## EXERCISE DATA
━━━━━━━━━━━━━━━━━━━━
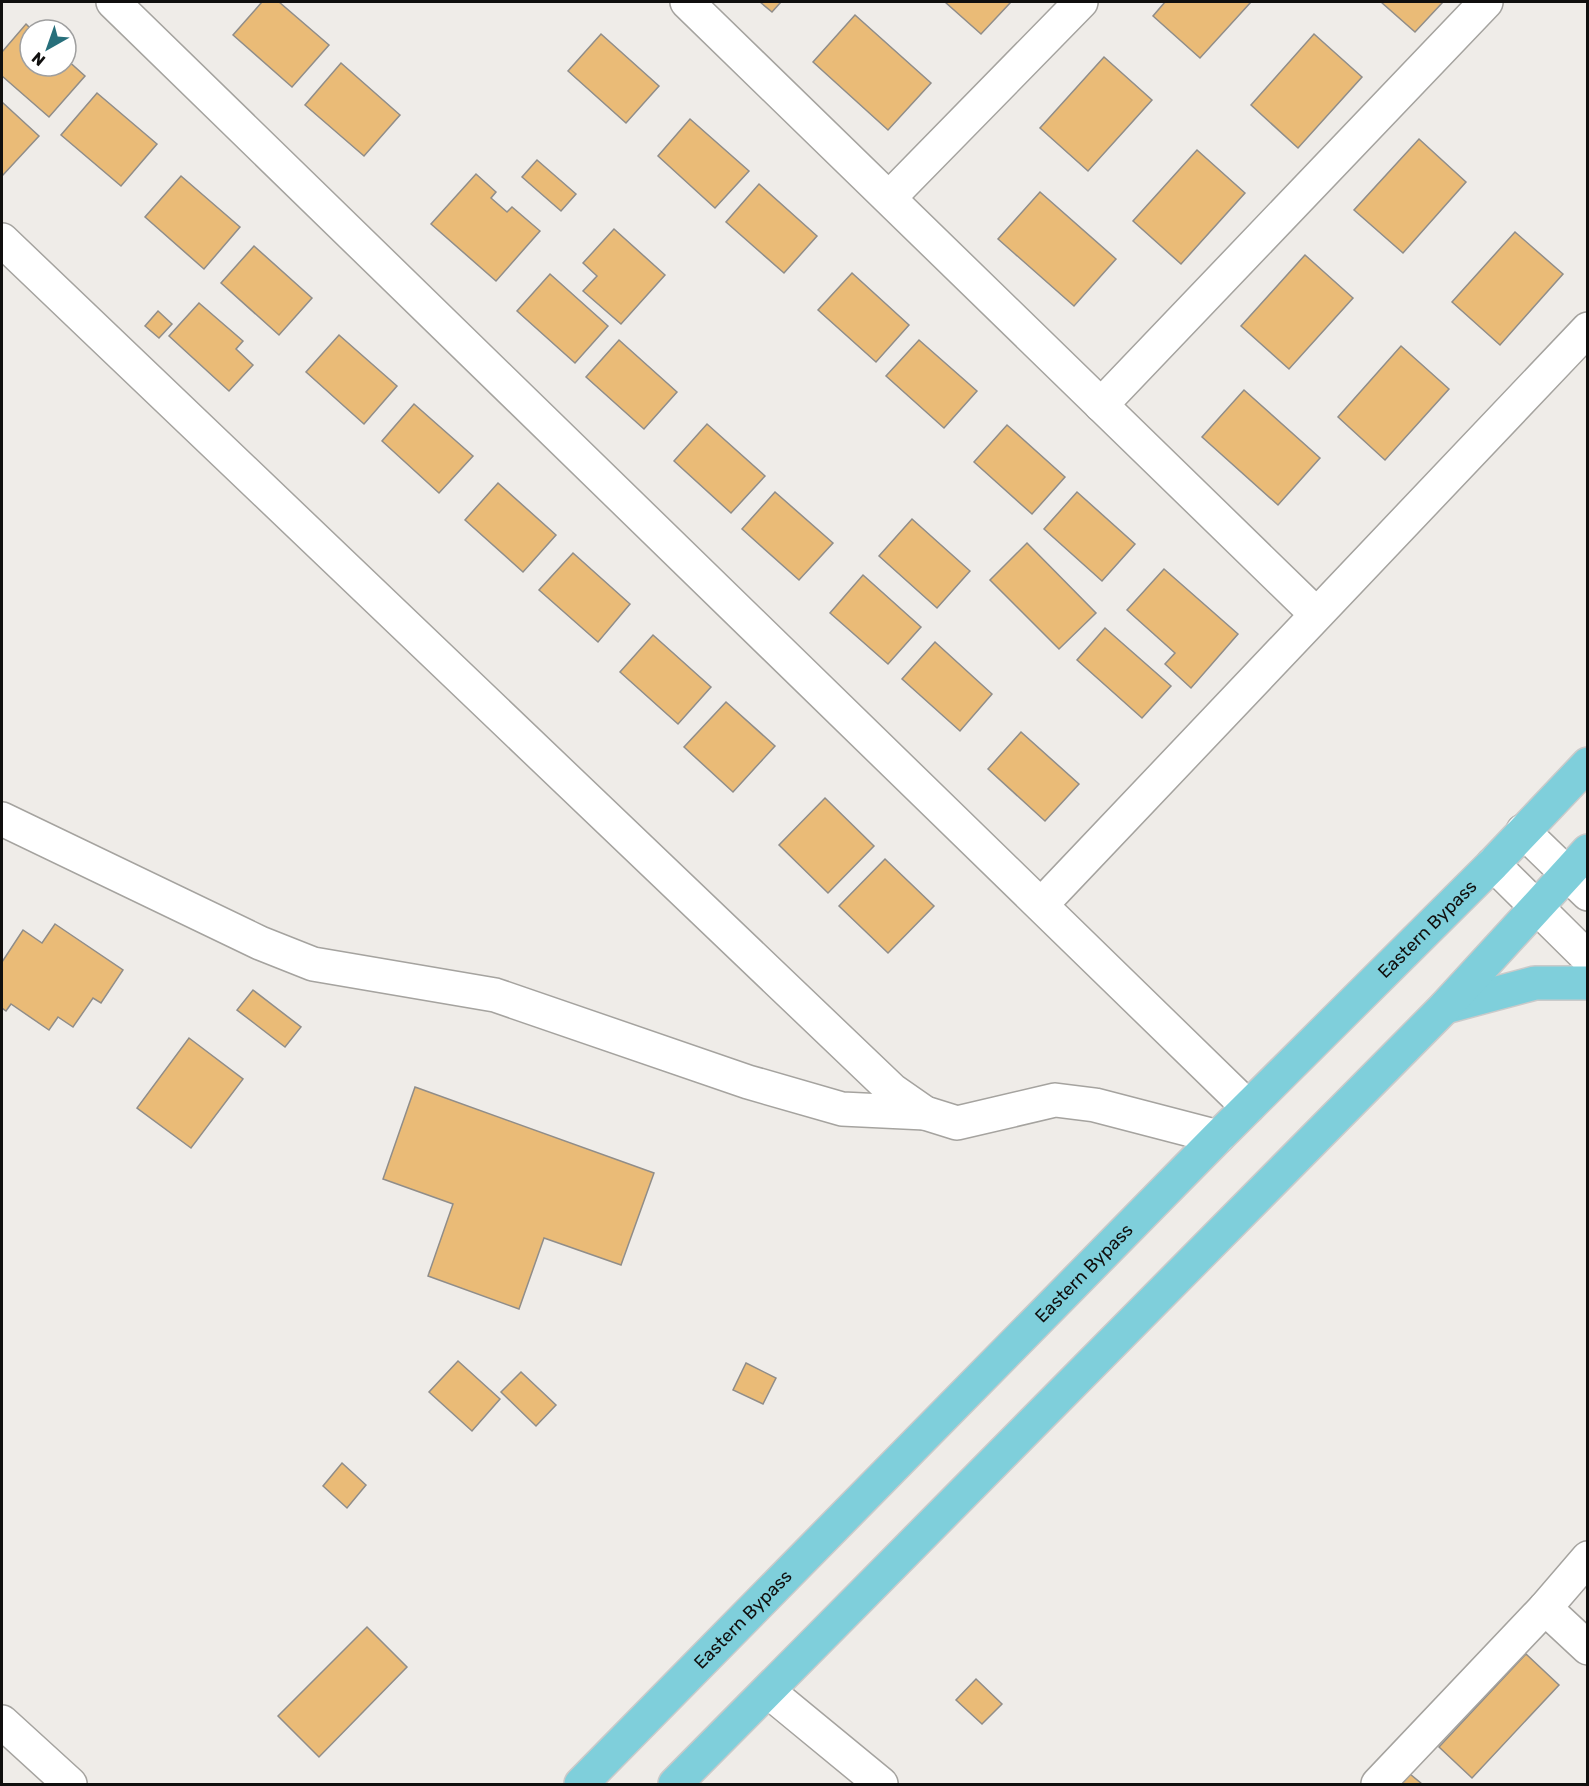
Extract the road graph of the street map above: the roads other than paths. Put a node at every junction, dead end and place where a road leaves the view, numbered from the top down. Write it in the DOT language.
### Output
graph roads {
  1 [pos="112,2"];
  2 [pos="687,2"];
  3 [pos="1082,2"];
  4 [pos="1486,2"];
  5 [pos="889,198"];
  6 [pos="2,240"];
  7 [pos="1587,328"];
  8 [pos="1101,405"];
  9 [pos="1316,614"];
  10 [pos="1587,764"];
  11 [pos="2,819"];
  12 [pos="1523,831"];
  13 [pos="1493,864"];
  14 [pos="1580,872"];
  15 [pos="1041,905"];
  16 [pos="1537,905"];
  17 [pos="1587,958"];
  18 [pos="1587,983"];
  19 [pos="1445,1007"];
  20 [pos="1248,1107"];
  21 [pos="924,1113"];
  22 [pos="1218,1137"];
  23 [pos="1587,1558"];
  24 [pos="1545,1608"];
  25 [pos="1587,1648"];
  26 [pos="768,1691"];
  27 [pos="2,1722"];
  28 [pos="70,1785"];
  29 [pos="581,1785"];
  30 [pos="675,1785"];
  31 [pos="880,1785"];
  32 [pos="1378,1785"];
  1 -- 15 [label="street"];
  2 -- 5 [label="street"];
  3 -- 5 [label="street"];
  4 -- 8 [label="street"];
  5 -- 8 [label="street"];
  6 -- 21 [label="street"];
  7 -- 9 [label="street"];
  8 -- 9 [label="street"];
  9 -- 15 [label="street"];
  10 -- 12 [label="main road, Eastern Bypass"];
  11 -- 21 [label="street"];
  12 -- 13 [label="main road, Eastern Bypass"];
  12 -- 14 [label="street"];
  13 -- 16 [label="street"];
  13 -- 20 [label="main road, Eastern Bypass"];
  14 -- 16 [label="main road"];
  15 -- 20 [label="street"];
  16 -- 17 [label="street"];
  16 -- 19 [label="main road"];
  18 -- 19 [label="main road"];
  19 -- 26 [label="main road"];
  20 -- 22 [label="main road, Eastern Bypass"];
  21 -- 22 [label="street"];
  22 -- 29 [label="main road, Eastern Bypass"];
  23 -- 24 [label="street"];
  24 -- 25 [label="street"];
  24 -- 32 [label="street"];
  26 -- 30 [label="main road"];
  26 -- 31 [label="street"];
  27 -- 28 [label="street"];
}
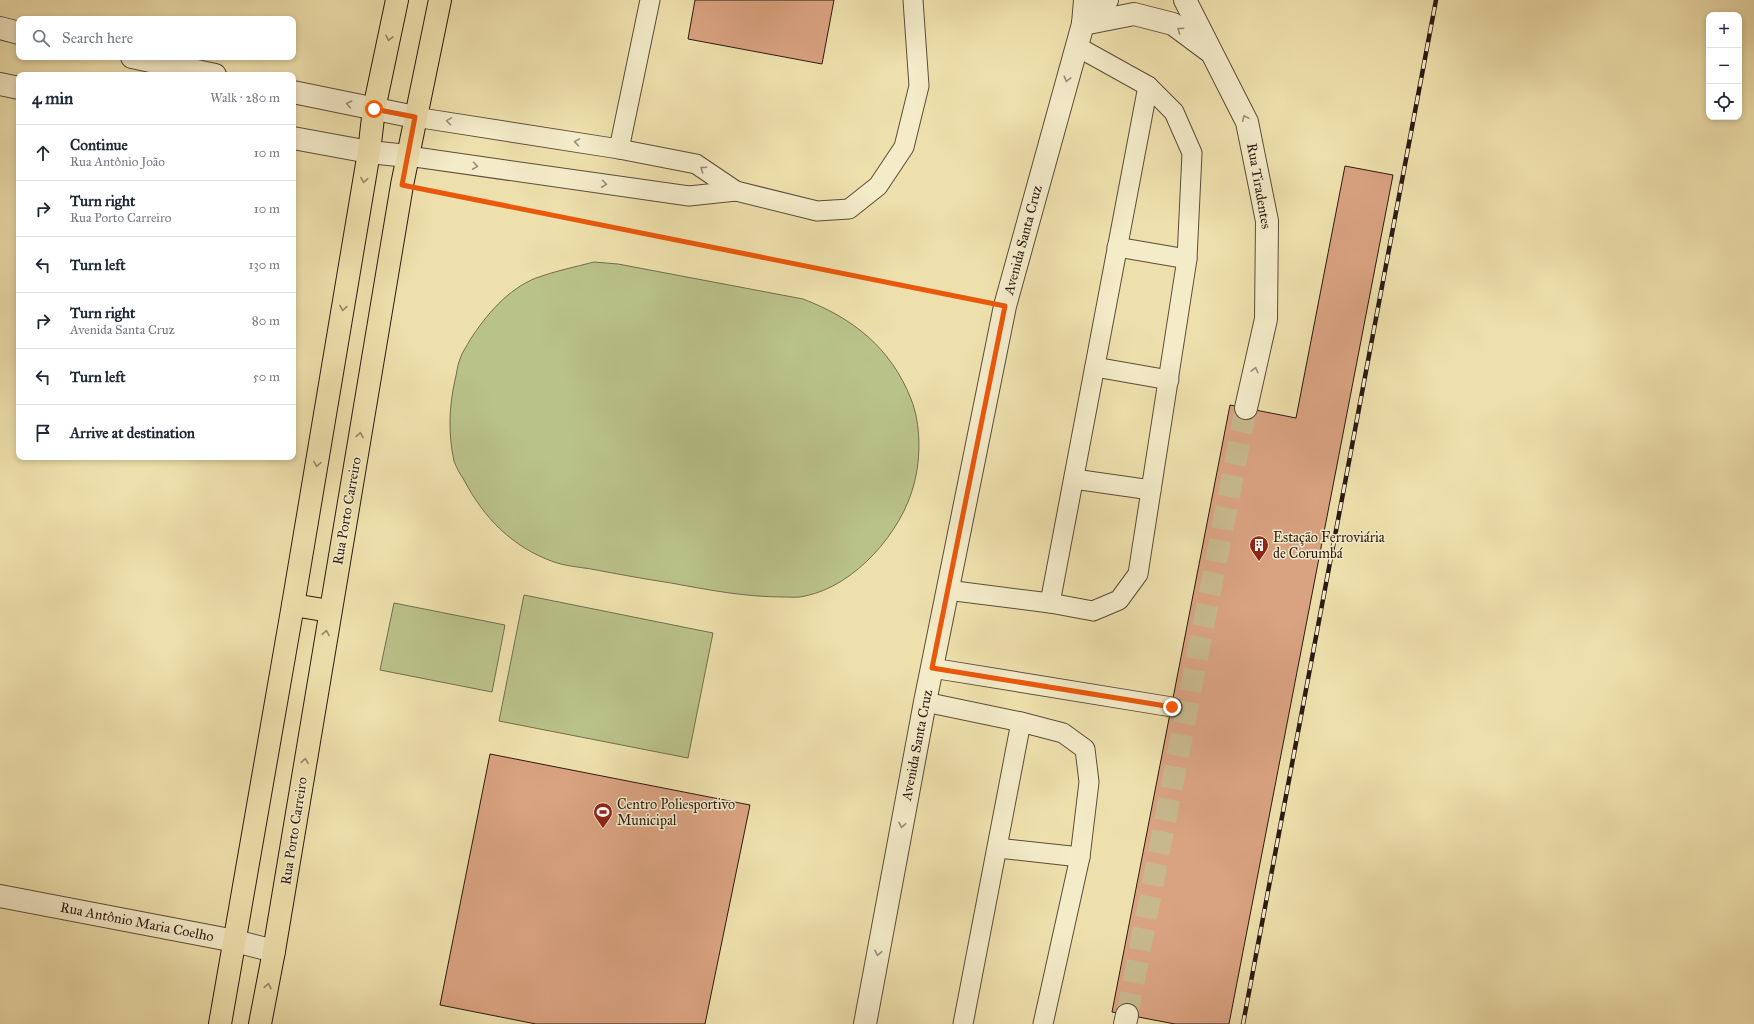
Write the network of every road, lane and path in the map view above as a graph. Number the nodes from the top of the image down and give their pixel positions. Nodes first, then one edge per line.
1 (397, 0) edge
2 (440, 0) edge
3 (650, 0) edge
4 (913, 0) edge
5 (1086, 0) edge
6 (1107, 0) edge
7 (1185, 0) edge
8 (1082, 24) junction
9 (0, 28) edge
10 (16, 32) edge
11 (1076, 46) junction
12 (1212, 53) junction
13 (146, 60) edge
14 (201, 72) edge
15 (0, 84) edge
16 (1148, 86) junction
17 (16, 87) edge
18 (296, 93) edge
19 (374, 109) junction
20 (415, 117) junction
21 (296, 139) edge
22 (619, 149) junction
23 (369, 152) junction
24 (408, 156) junction
25 (402, 185) junction
26 (736, 191) junction
27 (1117, 247) junction
28 (1187, 259) junction
29 (1005, 306) junction
30 (1095, 368) junction
31 (1169, 380) junction
32 (1246, 408) tunnel mouth
33 (1074, 479) junction
34 (1151, 490) junction
35 (947, 590) junction
36 (1050, 603) junction
37 (293, 605) junction
38 (330, 611) junction
39 (932, 668) junction
40 (925, 702) junction
41 (1172, 707) dead end
42 (1021, 722) junction
43 (998, 848) junction
44 (1080, 857) junction
45 (0, 896) edge
46 (235, 941) junction
47 (274, 951) junction
48 (220, 1024) edge
49 (260, 1024) edge
50 (865, 1024) edge
51 (963, 1024) edge
52 (1043, 1024) edge

1 -> 19 main road
2 - 20 main road, Rua Porto Carreiro
3 - 22 lane
4 - 26 lane
5 - 8 street, Avenida Santa Cruz
6 - 8 street
7 - 12 street, Rua Tiradentes
8 - 11 street, Avenida Santa Cruz
12 -> 8 street
9 - 10 street
11 - 16 lane
11 -> 29 street, Avenida Santa Cruz
32 -> 12 street, Rua Tiradentes
13 - 14 street
15 - 17 street
16 - 27 lane
16 - 28 lane
19 -> 18 street
19 - 20 street
19 - 23 main road
22 -> 20 lane
20 - 24 main road, Rua Porto Carreiro
21 - 23 street
26 -> 22 lane
23 - 24 street
23 -> 37 main road
24 - 25 main road, Rua Porto Carreiro
24 -> 26 lane
25 - 29 path
38 -> 25 main road, Rua Porto Carreiro
27 - 28 lane
27 - 30 lane
28 - 31 lane
29 - 35 street, Avenida Santa Cruz
30 - 31 lane
30 - 33 lane
31 - 34 lane
33 - 34 lane
33 - 36 lane
34 - 36 lane
35 - 36 lane
35 - 39 street, Avenida Santa Cruz
37 - 38 main road
37 - 46 main road
47 -> 38 main road, Rua Porto Carreiro
39 - 40 street, Avenida Santa Cruz
39 - 41 lane
40 - 42 lane
40 -> 50 street, Avenida Santa Cruz
42 - 43 lane
42 - 44 lane
43 - 44 lane
43 - 51 lane
44 - 52 lane
45 - 46 street, Rua Antônio Maria Coelho
46 - 47 street, Rua Antônio Maria Coelho
46 - 48 main road
49 -> 47 main road, Rua Porto Carreiro

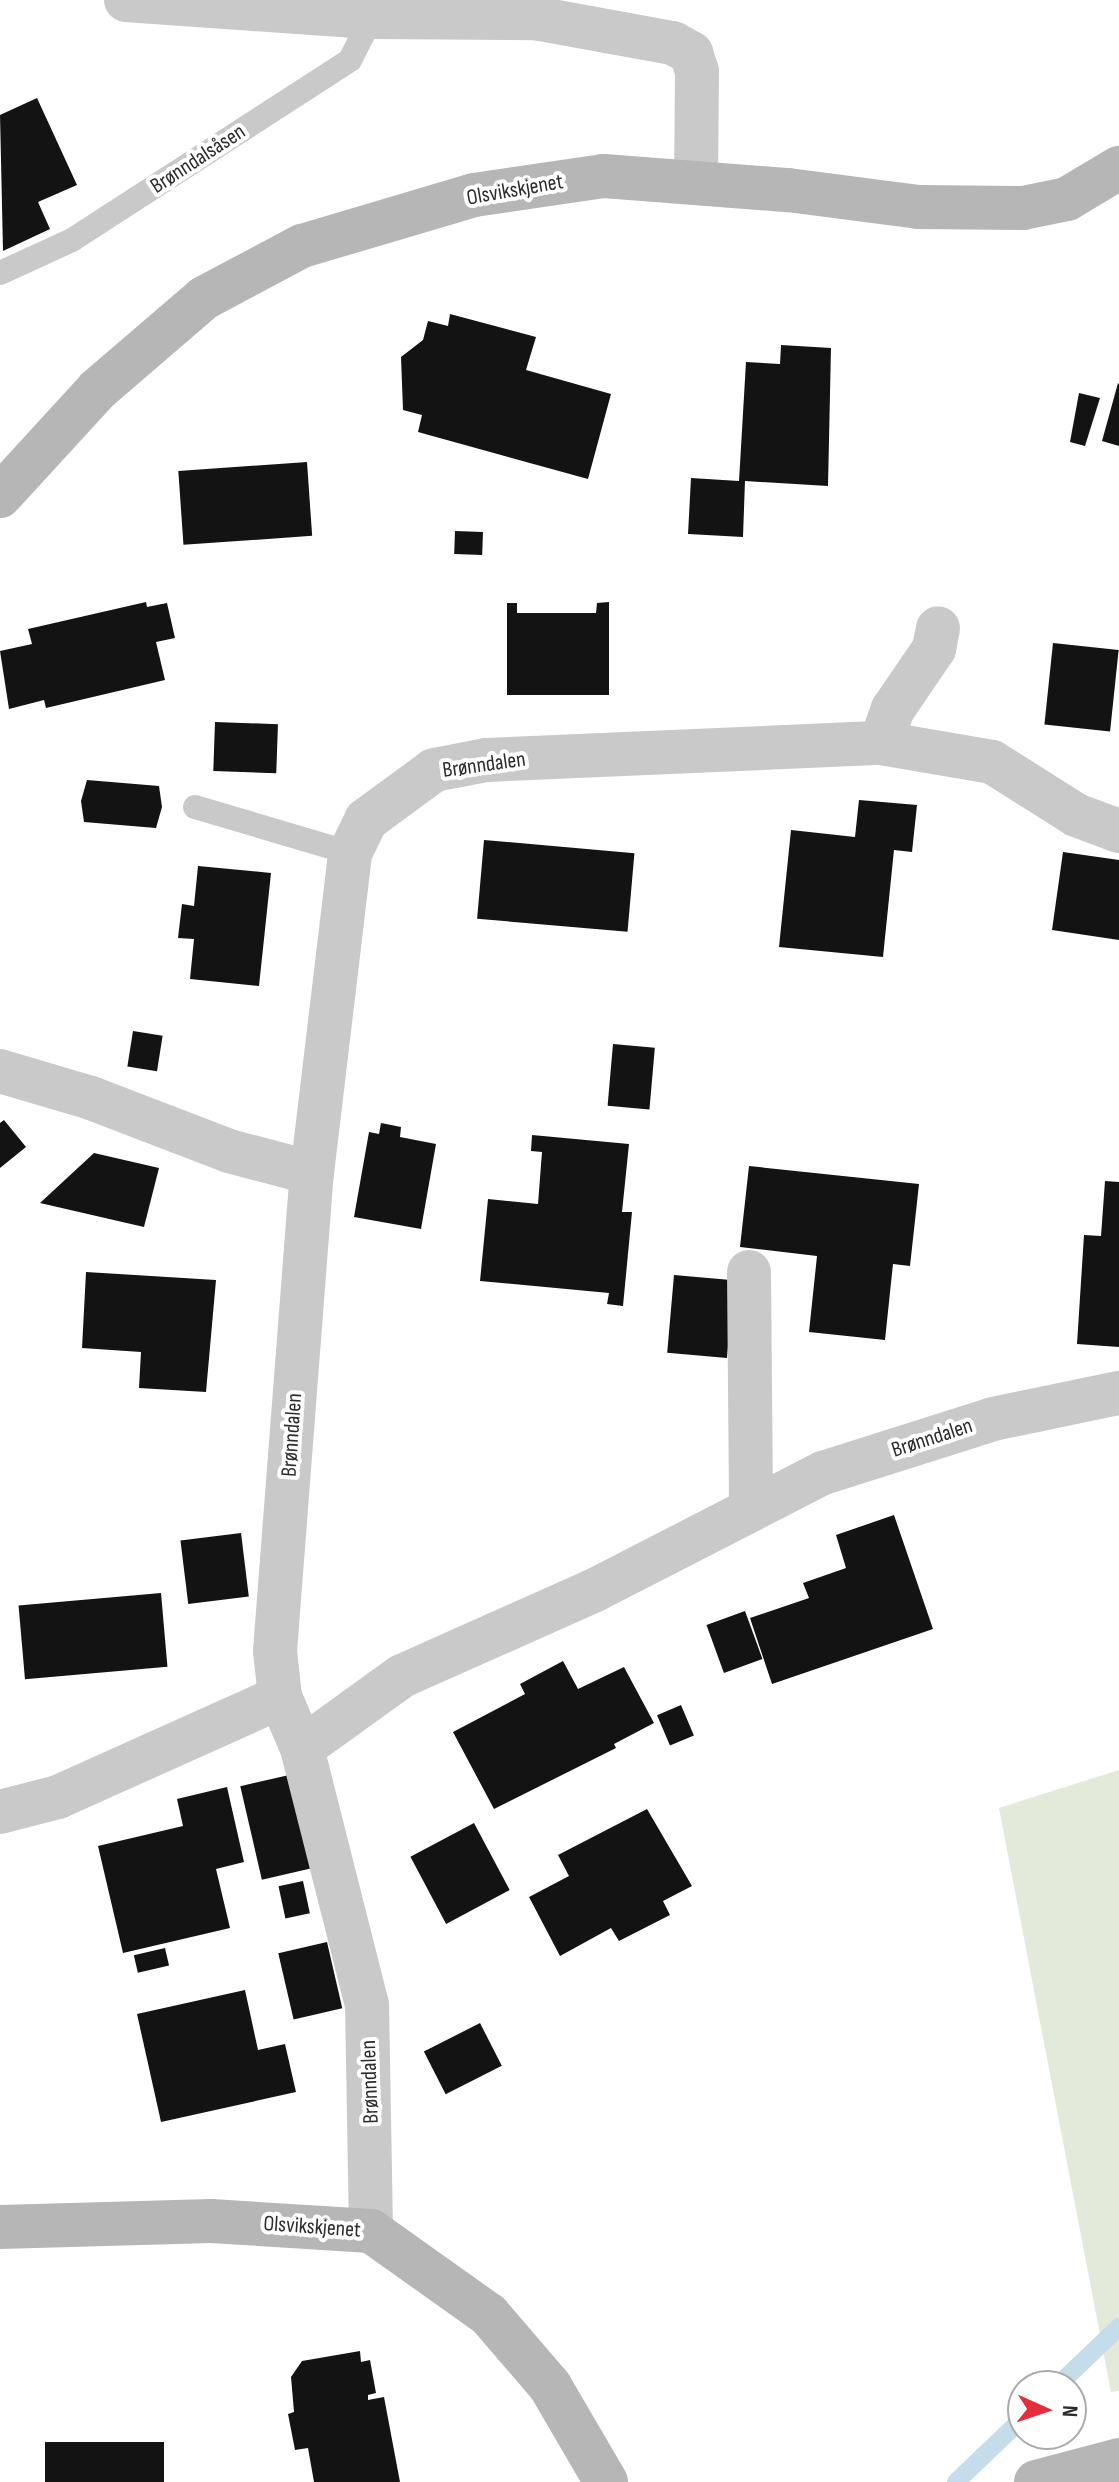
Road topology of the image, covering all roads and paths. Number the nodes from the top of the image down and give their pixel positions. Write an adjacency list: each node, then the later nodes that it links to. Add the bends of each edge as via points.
1 (126, 0): 2 (street)
2 (372, 17): 4 (street, via 535,18 673,43 691,53 697,71); 5 (lane, Brønndalsåsen, via 350,60 72,240)
3 (1119, 168): 4 (main road, Olsvikskjenet, via 1067,199 1023,208 919,207)
4 (696, 183): 6 (main road, Olsvikskjenet, via 604,176 474,195 302,246 204,298 97,390)
5 (0, 273)
6 (0, 496)
7 (938, 628): 8 (street, via 934,649 893,709)
8 (881, 743): 10 (street, Brønndalen, via 992,762 1076,815); 11 (street, Brønndalen, via 487,760 434,770 366,820)
9 (195, 807): 11 (lane)
10 (1119, 831)
11 (350, 853): 13 (street, Brønndalen)
12 (0, 1071): 13 (street, via 91,1098 229,1151)
13 (312, 1173): 17 (street, Brønndalen, via 275,1651)
14 (749, 1272): 16 (street)
15 (1119, 1393): 16 (street, Brønndalen, via 993,1419 823,1473)
16 (751, 1506): 18 (street, Brønndalen, via 595,1590 402,1676)
17 (280, 1697): 18 (street, Brønndalen); 19 (street, via 58,1797)
18 (302, 1748): 21 (street, Brønndalen, via 367,2005)
19 (0, 1812)
20 (0, 2227): 21 (main road, Olsvikskjenet, via 211,2221)
21 (371, 2231): 23 (main road, Olsvikskjenet, via 489,2315 550,2386)
22 (1119, 2460): 24 (main road)
23 (606, 2482)
24 (1036, 2482)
━━━━━━━━━━━━━━━━━━━━
## PROBLEM
Pull every line containing "pixel" out of the entries.

## EXERCISE RESULT
Write the network of every road, lane and path in the map view above as a graph. Number the nodes from the top of the image down and give their pixel positions. Nodes first, then one edge per line.
Road topology of the image, covering all roads and paths. Number the nodes from the top of the image down and give their pixel positions. Write an adjacency list: each node, then the later nodes that it links to. Add the bends of each edge as via points.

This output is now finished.